» **Assigned task**:
Output all of the entries exactly as written.

» **Data shown**:
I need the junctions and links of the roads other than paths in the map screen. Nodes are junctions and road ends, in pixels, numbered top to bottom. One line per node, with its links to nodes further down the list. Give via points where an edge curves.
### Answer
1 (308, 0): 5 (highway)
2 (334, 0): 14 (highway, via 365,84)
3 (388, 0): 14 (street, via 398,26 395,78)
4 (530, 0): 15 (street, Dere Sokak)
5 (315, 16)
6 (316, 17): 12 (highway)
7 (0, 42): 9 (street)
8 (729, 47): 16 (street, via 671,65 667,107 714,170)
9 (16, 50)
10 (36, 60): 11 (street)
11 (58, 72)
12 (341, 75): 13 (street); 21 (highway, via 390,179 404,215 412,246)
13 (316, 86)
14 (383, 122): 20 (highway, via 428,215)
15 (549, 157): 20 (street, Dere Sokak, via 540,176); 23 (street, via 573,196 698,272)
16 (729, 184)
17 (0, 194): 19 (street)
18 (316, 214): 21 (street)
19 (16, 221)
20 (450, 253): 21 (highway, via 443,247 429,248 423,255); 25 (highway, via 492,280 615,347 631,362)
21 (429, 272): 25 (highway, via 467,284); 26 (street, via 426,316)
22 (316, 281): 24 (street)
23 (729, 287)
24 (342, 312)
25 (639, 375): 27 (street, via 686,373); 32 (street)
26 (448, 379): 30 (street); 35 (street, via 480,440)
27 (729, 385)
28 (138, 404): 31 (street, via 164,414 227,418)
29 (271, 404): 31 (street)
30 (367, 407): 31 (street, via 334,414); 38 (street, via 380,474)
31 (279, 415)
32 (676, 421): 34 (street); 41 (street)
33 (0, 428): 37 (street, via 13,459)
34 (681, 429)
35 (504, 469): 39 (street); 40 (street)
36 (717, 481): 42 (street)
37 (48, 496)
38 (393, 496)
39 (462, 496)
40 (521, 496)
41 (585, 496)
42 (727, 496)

» **Result of the task**:
I need the junctions and links of the roads other than paths in the map screen. Nodes are junctions and road ends, in pixels, numbered top to bottom. One line per node, with its links to nodes further down the list. Give via points where an edge curves.
### Answer
1 (308, 0): 5 (highway)
2 (334, 0): 14 (highway, via 365,84)
3 (388, 0): 14 (street, via 398,26 395,78)
4 (530, 0): 15 (street, Dere Sokak)
5 (315, 16)
6 (316, 17): 12 (highway)
7 (0, 42): 9 (street)
8 (729, 47): 16 (street, via 671,65 667,107 714,170)
9 (16, 50)
10 (36, 60): 11 (street)
11 (58, 72)
12 (341, 75): 13 (street); 21 (highway, via 390,179 404,215 412,246)
13 (316, 86)
14 (383, 122): 20 (highway, via 428,215)
15 (549, 157): 20 (street, Dere Sokak, via 540,176); 23 (street, via 573,196 698,272)
16 (729, 184)
17 (0, 194): 19 (street)
18 (316, 214): 21 (street)
19 (16, 221)
20 (450, 253): 21 (highway, via 443,247 429,248 423,255); 25 (highway, via 492,280 615,347 631,362)
21 (429, 272): 25 (highway, via 467,284); 26 (street, via 426,316)
22 (316, 281): 24 (street)
23 (729, 287)
24 (342, 312)
25 (639, 375): 27 (street, via 686,373); 32 (street)
26 (448, 379): 30 (street); 35 (street, via 480,440)
27 (729, 385)
28 (138, 404): 31 (street, via 164,414 227,418)
29 (271, 404): 31 (street)
30 (367, 407): 31 (street, via 334,414); 38 (street, via 380,474)
31 (279, 415)
32 (676, 421): 34 (street); 41 (street)
33 (0, 428): 37 (street, via 13,459)
34 (681, 429)
35 (504, 469): 39 (street); 40 (street)
36 (717, 481): 42 (street)
37 (48, 496)
38 (393, 496)
39 (462, 496)
40 (521, 496)
41 (585, 496)
42 (727, 496)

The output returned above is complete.